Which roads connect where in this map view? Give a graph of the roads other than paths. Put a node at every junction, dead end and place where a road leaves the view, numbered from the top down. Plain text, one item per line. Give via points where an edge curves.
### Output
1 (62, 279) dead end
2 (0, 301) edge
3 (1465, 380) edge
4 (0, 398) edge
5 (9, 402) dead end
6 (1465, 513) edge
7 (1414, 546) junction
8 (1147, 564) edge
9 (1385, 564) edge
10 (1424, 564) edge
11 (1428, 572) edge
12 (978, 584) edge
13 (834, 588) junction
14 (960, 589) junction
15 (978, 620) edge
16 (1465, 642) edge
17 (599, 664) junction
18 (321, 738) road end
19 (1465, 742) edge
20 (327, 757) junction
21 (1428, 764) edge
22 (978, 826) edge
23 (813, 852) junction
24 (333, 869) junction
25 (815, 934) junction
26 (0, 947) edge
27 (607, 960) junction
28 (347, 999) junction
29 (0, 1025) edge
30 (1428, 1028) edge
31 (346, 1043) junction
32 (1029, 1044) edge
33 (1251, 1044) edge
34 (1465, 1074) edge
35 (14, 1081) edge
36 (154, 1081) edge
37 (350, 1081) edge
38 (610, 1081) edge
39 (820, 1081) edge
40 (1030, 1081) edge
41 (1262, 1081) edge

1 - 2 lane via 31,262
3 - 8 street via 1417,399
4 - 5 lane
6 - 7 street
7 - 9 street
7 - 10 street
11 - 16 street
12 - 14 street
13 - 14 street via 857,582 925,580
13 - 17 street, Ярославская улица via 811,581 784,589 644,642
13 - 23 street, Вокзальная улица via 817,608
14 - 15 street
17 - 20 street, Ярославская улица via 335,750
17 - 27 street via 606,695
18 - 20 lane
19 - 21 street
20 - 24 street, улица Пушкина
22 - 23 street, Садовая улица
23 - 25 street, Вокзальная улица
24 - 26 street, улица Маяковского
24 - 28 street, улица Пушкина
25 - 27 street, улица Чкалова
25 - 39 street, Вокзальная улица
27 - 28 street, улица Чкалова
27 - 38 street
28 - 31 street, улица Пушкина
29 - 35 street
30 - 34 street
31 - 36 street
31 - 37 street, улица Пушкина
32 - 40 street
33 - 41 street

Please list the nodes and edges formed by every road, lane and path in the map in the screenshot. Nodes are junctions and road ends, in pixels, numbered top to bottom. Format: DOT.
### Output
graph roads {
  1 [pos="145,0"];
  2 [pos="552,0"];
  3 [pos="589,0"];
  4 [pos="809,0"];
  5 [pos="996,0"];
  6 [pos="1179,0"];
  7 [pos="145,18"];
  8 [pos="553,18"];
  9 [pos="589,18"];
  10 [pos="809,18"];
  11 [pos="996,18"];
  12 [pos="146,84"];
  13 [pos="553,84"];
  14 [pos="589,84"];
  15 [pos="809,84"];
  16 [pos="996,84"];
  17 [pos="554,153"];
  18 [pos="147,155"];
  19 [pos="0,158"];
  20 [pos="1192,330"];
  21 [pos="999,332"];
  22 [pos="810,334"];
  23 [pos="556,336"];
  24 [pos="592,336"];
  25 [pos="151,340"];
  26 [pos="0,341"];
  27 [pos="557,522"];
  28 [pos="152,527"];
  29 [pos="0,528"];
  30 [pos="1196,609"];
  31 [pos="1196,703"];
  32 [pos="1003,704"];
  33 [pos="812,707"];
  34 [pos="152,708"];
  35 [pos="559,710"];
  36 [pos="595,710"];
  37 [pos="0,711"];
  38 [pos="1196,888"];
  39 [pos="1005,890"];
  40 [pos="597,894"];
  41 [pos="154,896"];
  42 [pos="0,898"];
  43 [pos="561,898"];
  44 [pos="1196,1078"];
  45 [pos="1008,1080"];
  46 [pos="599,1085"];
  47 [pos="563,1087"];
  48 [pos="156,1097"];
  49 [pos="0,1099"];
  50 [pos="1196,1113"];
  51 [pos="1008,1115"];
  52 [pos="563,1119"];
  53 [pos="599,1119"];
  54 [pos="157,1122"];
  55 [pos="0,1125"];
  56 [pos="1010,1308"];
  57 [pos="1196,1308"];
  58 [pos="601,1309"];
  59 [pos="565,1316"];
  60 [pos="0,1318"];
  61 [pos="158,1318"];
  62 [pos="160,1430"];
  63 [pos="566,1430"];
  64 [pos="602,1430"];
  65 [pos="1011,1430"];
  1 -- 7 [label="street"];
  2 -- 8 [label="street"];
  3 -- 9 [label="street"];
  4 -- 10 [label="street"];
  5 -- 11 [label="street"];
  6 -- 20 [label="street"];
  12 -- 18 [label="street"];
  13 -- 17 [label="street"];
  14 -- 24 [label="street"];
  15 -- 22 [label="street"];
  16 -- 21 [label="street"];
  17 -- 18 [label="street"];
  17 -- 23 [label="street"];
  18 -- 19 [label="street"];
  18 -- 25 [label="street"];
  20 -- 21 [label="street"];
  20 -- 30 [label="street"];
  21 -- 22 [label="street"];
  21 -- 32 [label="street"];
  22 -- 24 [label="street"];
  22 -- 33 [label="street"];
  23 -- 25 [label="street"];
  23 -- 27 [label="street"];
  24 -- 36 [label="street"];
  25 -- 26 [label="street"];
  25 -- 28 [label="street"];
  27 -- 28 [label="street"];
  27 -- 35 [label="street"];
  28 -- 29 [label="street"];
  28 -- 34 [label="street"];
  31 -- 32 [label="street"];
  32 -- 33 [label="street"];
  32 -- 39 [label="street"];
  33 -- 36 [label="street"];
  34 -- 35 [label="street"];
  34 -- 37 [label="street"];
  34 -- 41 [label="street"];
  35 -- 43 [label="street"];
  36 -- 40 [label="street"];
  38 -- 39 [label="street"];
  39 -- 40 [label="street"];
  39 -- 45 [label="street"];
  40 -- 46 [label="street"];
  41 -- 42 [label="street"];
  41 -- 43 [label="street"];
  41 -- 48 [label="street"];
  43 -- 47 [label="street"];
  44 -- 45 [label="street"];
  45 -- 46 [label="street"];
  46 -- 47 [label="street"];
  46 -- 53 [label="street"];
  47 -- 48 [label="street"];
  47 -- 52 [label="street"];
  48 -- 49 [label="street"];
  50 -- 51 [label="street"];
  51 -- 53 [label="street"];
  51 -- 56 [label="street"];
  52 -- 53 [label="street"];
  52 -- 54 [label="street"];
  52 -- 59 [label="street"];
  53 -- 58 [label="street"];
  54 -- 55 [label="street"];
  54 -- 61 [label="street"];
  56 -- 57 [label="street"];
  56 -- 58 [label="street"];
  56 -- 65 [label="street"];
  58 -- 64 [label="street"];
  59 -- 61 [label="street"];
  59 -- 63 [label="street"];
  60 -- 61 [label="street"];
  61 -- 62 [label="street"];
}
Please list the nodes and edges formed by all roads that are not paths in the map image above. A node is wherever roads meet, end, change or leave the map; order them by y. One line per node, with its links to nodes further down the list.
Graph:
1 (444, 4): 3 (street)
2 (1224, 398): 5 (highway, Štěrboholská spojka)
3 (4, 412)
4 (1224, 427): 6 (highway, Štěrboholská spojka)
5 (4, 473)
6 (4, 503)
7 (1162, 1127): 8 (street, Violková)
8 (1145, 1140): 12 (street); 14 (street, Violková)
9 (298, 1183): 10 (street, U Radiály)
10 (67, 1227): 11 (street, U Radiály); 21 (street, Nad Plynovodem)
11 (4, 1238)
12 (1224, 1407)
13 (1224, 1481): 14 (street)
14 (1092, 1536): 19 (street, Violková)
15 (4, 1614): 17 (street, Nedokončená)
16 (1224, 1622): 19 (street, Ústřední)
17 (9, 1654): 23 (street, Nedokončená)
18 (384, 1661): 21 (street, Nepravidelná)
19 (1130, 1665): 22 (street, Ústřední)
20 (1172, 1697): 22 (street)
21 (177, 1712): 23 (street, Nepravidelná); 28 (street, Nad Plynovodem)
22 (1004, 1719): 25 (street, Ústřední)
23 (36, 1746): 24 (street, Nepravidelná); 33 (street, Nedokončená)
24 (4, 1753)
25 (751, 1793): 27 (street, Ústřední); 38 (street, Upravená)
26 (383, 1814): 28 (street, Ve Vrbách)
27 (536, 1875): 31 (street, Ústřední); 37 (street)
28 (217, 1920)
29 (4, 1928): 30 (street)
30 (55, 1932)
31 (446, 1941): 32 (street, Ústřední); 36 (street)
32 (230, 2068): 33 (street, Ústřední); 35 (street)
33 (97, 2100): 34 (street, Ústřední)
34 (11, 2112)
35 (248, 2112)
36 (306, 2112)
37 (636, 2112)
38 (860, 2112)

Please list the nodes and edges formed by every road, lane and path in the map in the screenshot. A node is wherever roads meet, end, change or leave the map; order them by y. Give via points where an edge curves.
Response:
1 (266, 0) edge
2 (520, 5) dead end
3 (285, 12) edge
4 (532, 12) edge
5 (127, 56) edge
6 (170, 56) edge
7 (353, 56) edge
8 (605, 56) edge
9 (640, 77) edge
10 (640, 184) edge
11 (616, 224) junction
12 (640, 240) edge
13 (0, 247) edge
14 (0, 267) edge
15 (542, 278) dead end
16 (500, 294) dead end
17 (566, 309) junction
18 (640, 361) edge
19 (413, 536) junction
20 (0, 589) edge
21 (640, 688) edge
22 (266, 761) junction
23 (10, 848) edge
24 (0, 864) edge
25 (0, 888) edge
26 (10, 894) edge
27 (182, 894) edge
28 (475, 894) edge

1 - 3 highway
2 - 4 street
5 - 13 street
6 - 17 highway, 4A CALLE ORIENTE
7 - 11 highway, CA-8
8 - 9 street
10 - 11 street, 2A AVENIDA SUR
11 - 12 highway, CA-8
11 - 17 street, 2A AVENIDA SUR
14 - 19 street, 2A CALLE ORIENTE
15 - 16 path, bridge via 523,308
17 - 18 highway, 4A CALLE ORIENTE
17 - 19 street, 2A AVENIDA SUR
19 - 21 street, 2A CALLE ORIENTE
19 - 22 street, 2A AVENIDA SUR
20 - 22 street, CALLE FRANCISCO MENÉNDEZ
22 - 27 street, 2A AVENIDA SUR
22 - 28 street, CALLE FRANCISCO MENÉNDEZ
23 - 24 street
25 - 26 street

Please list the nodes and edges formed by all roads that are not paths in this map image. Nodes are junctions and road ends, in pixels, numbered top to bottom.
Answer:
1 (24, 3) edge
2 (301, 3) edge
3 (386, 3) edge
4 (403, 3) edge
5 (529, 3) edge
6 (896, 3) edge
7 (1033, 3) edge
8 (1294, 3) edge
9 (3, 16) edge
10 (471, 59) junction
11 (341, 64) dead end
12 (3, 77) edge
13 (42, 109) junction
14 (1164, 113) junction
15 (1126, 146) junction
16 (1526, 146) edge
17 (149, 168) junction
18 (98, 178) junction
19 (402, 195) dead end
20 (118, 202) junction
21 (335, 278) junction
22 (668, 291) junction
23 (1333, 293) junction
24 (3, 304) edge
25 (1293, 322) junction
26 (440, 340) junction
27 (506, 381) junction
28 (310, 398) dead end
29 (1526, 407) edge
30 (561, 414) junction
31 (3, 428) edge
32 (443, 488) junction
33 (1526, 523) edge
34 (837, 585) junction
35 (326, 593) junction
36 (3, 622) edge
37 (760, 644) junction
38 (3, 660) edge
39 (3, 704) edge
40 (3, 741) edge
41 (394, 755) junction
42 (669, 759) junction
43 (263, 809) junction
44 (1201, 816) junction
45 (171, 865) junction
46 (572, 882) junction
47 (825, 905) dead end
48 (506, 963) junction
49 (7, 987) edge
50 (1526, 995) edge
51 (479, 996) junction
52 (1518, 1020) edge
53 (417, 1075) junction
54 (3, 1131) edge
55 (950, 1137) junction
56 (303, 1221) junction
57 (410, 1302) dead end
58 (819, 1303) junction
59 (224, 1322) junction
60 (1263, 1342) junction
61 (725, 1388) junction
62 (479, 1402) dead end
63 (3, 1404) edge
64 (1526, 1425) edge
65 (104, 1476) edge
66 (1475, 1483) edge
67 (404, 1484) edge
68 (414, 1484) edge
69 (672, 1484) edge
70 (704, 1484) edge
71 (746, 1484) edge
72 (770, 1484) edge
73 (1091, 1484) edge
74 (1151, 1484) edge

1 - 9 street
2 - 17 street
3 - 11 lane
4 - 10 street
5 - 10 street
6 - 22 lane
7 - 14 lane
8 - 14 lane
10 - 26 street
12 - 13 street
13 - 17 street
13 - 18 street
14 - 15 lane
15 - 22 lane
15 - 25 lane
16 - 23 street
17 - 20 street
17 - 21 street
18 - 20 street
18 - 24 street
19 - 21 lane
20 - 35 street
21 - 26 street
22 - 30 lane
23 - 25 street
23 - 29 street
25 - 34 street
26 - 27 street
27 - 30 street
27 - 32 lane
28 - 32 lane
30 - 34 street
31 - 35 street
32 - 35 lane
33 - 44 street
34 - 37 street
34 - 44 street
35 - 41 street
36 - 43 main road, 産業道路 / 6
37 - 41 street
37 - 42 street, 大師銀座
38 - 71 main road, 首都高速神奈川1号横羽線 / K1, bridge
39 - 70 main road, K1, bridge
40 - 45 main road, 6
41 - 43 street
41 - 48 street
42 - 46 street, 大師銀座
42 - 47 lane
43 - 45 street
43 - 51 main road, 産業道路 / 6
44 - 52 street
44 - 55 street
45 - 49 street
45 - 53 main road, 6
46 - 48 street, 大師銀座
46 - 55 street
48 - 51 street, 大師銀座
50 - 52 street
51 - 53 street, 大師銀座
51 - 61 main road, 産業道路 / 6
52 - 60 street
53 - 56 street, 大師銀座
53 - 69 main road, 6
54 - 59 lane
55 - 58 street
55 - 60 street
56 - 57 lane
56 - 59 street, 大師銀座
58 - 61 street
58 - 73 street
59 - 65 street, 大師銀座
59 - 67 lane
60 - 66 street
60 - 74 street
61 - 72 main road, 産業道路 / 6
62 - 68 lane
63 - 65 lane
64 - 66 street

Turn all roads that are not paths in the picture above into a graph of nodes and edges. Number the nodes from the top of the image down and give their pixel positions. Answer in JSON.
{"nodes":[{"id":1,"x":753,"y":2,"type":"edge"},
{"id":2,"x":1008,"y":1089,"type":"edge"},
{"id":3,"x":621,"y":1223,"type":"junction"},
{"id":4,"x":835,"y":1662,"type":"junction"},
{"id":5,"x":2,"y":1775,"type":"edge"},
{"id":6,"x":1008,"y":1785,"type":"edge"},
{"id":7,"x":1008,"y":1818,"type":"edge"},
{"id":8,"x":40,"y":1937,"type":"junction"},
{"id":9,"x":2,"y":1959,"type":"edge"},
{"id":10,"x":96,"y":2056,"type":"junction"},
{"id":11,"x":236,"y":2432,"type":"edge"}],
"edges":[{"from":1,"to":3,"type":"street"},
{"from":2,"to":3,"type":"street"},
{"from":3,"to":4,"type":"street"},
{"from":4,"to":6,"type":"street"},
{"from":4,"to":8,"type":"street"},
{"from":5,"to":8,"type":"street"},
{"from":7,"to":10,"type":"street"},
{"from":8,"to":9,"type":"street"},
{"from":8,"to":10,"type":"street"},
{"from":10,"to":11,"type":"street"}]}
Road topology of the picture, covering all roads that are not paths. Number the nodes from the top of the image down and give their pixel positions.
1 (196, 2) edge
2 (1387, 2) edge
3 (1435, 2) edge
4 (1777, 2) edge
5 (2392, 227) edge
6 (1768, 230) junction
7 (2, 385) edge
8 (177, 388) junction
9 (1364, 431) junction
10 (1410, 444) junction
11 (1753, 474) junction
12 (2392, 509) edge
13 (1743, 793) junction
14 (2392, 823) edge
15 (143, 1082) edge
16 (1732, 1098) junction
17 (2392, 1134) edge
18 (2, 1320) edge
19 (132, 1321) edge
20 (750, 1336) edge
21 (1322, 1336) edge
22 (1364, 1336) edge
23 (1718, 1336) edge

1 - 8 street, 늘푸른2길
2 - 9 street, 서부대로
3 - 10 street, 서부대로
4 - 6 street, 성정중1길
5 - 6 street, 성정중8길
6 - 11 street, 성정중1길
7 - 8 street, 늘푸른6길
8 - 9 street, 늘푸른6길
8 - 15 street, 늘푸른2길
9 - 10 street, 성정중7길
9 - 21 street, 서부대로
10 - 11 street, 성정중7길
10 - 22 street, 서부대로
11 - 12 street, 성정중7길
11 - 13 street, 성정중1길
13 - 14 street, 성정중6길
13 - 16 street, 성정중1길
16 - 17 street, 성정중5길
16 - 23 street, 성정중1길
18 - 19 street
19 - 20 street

* [Prompt]:
Scan the data for the word "wherever" and copy every line where it shows up.

* [Result below]:
Please list the nodes and edges formed by all roads that are not paths in the map image above. A node is wherever roads meet, end, change or leave the map; order them by y. One line per node, with its links to nodes further down the list.
Please list the nodes and edges formed by every road, lane and path in the map in the screenshot. A node is wherever roads meet, end, change or leave the map; order them by y. Give via points where an edge curves.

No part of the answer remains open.